=== Task objective ===
Consider the records below. How many of their lines include the word "content"? State the number and nothing else.
· · ·
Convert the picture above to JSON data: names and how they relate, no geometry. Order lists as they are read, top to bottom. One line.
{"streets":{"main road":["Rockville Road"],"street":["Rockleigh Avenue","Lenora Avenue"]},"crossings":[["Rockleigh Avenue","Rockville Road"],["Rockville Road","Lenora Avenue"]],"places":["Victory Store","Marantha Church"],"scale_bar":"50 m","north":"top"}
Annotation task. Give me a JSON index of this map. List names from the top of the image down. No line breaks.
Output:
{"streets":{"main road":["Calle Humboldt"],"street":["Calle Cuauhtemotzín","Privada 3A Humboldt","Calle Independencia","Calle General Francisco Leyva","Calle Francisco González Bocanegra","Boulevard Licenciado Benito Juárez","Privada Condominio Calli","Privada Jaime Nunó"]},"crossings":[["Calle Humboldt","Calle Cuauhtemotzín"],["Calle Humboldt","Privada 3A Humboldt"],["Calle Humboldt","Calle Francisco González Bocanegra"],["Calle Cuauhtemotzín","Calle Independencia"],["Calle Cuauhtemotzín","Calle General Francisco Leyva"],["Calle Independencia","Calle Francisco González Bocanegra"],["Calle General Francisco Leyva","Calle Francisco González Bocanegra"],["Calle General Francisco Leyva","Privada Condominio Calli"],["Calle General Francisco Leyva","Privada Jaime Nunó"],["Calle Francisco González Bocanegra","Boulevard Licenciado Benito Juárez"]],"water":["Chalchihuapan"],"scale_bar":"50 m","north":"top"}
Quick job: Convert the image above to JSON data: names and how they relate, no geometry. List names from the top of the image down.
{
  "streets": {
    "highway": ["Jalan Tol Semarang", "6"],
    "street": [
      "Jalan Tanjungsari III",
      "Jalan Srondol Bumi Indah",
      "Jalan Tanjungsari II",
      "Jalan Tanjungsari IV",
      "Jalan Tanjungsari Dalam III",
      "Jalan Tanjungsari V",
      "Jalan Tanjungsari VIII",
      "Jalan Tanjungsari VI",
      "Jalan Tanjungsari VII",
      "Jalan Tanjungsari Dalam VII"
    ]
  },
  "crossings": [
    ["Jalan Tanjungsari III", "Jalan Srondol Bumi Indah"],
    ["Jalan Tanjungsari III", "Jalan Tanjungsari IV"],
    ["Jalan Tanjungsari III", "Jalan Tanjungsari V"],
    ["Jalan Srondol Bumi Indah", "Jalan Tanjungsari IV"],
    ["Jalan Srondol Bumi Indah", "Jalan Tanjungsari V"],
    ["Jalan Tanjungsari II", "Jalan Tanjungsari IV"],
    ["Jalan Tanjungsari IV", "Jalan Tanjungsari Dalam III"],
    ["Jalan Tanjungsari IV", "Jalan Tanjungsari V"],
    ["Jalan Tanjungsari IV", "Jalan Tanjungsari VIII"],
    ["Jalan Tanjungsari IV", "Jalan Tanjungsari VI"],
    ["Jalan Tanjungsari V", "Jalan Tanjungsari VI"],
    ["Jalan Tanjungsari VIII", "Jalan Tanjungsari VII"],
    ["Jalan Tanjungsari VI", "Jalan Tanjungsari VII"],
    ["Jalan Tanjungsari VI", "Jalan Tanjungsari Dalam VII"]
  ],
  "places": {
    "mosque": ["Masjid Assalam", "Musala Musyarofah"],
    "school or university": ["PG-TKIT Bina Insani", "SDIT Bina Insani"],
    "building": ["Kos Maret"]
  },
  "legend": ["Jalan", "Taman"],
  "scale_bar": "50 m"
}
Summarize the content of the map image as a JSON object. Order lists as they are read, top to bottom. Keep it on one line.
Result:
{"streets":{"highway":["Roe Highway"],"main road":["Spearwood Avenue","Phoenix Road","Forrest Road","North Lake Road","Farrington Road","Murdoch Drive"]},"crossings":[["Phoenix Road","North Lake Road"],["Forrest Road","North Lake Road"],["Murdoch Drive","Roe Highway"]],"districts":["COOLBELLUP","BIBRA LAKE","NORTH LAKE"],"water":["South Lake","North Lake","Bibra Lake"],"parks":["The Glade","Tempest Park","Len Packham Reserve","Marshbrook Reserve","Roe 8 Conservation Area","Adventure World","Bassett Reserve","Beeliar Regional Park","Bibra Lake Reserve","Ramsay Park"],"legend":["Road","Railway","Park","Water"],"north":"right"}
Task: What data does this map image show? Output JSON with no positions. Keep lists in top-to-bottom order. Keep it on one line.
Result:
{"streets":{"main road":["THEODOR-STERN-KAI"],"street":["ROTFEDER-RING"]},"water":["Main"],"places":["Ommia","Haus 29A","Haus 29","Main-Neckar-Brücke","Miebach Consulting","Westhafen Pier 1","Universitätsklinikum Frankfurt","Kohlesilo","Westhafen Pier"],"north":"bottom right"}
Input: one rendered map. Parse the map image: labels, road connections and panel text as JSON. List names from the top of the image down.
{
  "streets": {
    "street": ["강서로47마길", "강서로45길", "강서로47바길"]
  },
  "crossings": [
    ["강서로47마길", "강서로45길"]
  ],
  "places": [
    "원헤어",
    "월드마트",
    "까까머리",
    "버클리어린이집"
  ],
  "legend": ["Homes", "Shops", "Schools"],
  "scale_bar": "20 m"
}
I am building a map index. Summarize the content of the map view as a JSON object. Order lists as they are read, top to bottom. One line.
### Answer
· · ·
=== Output of the exercise ===
2